*Task description*: Everything from the line containing "Write the network of every" through the end of the entries should be output exactly; nothing before it is wanted.

* * * * * * *

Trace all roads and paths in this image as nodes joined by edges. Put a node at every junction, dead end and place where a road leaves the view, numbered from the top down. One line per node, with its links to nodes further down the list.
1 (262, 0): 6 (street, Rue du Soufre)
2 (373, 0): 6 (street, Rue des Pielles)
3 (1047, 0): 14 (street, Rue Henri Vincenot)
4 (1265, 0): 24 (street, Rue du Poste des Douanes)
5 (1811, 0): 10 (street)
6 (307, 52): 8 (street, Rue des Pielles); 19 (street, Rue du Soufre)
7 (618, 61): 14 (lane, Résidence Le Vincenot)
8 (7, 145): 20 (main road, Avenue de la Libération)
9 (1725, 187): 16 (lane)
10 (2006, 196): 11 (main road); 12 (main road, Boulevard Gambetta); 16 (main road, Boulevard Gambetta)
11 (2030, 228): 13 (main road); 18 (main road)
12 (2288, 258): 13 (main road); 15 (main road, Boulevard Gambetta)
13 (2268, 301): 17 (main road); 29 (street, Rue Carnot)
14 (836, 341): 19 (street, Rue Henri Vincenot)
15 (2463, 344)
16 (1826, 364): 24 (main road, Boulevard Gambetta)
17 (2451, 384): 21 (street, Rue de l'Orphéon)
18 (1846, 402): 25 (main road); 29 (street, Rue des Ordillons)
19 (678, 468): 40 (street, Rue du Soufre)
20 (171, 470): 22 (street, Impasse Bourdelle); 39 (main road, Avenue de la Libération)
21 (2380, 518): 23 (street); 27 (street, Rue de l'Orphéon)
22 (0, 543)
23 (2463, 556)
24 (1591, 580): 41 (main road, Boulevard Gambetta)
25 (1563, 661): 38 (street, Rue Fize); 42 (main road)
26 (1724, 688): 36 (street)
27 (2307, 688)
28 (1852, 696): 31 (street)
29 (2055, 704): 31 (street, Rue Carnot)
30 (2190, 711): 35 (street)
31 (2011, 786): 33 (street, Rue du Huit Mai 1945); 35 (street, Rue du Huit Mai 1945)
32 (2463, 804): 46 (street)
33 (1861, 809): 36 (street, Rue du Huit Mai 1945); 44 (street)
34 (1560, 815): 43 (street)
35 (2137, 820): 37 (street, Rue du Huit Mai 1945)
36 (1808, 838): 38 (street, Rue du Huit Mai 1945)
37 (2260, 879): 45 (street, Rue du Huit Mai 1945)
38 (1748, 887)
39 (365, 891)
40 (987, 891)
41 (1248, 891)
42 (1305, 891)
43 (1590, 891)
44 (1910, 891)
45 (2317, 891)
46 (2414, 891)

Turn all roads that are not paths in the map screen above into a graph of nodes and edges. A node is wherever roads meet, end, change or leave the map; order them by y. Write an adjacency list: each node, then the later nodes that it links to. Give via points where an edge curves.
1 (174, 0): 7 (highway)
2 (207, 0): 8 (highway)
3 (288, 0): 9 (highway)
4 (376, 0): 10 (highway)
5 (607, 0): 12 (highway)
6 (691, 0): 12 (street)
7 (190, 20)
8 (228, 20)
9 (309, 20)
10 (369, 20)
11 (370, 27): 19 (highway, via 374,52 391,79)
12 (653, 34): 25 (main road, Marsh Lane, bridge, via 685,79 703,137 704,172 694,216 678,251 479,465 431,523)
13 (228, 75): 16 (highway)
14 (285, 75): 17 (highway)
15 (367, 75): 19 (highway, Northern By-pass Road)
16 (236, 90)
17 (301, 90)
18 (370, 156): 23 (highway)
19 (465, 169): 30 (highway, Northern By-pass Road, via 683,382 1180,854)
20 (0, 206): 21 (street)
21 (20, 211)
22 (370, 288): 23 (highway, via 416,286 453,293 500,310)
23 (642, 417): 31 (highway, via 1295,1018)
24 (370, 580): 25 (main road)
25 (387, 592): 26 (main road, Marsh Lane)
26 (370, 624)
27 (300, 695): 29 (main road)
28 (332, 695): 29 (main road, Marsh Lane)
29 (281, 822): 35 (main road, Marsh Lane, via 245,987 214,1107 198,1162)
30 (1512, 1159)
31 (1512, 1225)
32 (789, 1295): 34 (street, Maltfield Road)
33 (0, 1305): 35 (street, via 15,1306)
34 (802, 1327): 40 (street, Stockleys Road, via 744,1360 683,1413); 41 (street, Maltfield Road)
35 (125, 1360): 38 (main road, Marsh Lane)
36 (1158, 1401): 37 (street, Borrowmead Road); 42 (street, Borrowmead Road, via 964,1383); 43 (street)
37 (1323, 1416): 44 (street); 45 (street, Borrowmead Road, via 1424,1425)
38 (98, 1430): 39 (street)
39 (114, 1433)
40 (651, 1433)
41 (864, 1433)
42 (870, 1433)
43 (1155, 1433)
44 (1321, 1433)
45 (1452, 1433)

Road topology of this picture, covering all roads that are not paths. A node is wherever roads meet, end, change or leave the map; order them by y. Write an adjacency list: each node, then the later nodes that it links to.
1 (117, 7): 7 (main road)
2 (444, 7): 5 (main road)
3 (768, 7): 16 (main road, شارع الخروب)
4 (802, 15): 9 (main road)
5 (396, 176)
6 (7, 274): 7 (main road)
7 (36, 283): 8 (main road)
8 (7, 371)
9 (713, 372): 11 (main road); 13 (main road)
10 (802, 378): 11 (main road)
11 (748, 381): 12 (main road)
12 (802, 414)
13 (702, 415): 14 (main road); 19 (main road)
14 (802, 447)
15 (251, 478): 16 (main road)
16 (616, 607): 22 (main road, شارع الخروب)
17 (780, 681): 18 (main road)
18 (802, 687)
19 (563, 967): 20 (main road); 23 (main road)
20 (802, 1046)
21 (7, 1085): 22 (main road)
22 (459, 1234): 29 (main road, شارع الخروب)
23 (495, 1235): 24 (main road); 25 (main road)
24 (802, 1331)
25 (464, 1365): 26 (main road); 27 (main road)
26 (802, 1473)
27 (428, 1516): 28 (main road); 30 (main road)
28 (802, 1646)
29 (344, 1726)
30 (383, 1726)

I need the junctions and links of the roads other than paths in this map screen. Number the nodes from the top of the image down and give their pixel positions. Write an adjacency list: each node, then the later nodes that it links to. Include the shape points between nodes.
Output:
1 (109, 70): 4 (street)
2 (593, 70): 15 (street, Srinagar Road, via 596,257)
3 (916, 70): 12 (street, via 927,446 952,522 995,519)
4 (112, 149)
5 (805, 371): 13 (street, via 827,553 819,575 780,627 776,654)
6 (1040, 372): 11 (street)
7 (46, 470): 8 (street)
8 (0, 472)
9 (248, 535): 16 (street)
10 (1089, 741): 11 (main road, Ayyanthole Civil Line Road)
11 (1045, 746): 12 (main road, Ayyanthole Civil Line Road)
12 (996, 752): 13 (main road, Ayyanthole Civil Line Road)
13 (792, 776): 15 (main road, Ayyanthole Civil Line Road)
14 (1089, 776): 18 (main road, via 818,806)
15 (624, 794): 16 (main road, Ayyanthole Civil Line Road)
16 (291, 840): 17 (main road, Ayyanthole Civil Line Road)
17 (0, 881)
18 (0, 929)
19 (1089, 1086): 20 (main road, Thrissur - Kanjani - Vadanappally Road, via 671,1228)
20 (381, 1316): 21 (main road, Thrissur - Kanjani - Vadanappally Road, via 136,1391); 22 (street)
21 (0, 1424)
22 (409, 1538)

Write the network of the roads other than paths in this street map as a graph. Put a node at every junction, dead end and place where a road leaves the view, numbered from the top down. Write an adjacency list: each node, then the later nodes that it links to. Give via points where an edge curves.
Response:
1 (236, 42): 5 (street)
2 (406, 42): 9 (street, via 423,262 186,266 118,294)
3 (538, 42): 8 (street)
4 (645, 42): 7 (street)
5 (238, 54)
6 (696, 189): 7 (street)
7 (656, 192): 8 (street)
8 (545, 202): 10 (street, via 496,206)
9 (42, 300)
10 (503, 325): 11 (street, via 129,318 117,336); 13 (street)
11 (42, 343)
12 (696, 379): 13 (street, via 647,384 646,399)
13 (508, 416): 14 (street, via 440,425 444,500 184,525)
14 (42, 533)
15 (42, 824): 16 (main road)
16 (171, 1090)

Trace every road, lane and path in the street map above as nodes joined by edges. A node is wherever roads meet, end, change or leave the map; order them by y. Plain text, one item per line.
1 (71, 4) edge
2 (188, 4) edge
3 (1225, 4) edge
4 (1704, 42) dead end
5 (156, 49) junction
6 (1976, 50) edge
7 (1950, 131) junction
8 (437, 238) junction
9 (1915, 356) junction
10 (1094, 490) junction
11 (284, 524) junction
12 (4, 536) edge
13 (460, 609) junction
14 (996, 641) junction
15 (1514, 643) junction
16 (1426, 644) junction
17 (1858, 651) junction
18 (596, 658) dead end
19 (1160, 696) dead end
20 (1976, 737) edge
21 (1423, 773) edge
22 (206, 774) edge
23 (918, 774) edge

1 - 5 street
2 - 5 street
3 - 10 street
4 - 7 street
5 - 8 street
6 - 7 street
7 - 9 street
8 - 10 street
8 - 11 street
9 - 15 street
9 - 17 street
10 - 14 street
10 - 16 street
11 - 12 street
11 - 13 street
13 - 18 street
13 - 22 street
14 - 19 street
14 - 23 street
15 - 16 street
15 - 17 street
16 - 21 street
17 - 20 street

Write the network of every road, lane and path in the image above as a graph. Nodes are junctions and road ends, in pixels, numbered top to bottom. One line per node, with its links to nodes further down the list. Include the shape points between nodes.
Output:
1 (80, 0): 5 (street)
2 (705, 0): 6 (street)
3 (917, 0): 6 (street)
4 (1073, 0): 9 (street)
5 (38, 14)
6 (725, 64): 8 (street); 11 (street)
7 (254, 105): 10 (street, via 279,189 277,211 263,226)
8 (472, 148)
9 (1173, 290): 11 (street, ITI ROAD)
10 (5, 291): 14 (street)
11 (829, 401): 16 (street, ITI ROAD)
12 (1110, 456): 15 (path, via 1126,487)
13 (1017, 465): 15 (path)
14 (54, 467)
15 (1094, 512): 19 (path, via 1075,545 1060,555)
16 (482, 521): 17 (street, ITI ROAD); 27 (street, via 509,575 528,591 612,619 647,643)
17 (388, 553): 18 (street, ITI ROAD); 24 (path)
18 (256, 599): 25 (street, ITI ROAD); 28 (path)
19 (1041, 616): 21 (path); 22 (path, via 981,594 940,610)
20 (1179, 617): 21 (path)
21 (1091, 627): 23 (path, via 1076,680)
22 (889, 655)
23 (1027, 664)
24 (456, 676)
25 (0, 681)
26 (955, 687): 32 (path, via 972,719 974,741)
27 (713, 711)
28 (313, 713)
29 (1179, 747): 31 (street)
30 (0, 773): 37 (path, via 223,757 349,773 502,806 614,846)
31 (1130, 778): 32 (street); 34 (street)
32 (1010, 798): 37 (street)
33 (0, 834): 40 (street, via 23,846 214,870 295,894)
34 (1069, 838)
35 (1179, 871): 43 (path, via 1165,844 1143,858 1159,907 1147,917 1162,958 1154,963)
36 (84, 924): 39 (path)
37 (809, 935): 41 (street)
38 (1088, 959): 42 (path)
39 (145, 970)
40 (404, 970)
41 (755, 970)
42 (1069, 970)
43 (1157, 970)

* * * * * * *

*Task solution*:
Write the network of every road, lane and path in the image above as a graph. Nodes are junctions and road ends, in pixels, numbered top to bottom. One line per node, with its links to nodes further down the list. Include the shape points between nodes.
Output:
1 (80, 0): 5 (street)
2 (705, 0): 6 (street)
3 (917, 0): 6 (street)
4 (1073, 0): 9 (street)
5 (38, 14)
6 (725, 64): 8 (street); 11 (street)
7 (254, 105): 10 (street, via 279,189 277,211 263,226)
8 (472, 148)
9 (1173, 290): 11 (street, ITI ROAD)
10 (5, 291): 14 (street)
11 (829, 401): 16 (street, ITI ROAD)
12 (1110, 456): 15 (path, via 1126,487)
13 (1017, 465): 15 (path)
14 (54, 467)
15 (1094, 512): 19 (path, via 1075,545 1060,555)
16 (482, 521): 17 (street, ITI ROAD); 27 (street, via 509,575 528,591 612,619 647,643)
17 (388, 553): 18 (street, ITI ROAD); 24 (path)
18 (256, 599): 25 (street, ITI ROAD); 28 (path)
19 (1041, 616): 21 (path); 22 (path, via 981,594 940,610)
20 (1179, 617): 21 (path)
21 (1091, 627): 23 (path, via 1076,680)
22 (889, 655)
23 (1027, 664)
24 (456, 676)
25 (0, 681)
26 (955, 687): 32 (path, via 972,719 974,741)
27 (713, 711)
28 (313, 713)
29 (1179, 747): 31 (street)
30 (0, 773): 37 (path, via 223,757 349,773 502,806 614,846)
31 (1130, 778): 32 (street); 34 (street)
32 (1010, 798): 37 (street)
33 (0, 834): 40 (street, via 23,846 214,870 295,894)
34 (1069, 838)
35 (1179, 871): 43 (path, via 1165,844 1143,858 1159,907 1147,917 1162,958 1154,963)
36 (84, 924): 39 (path)
37 (809, 935): 41 (street)
38 (1088, 959): 42 (path)
39 (145, 970)
40 (404, 970)
41 (755, 970)
42 (1069, 970)
43 (1157, 970)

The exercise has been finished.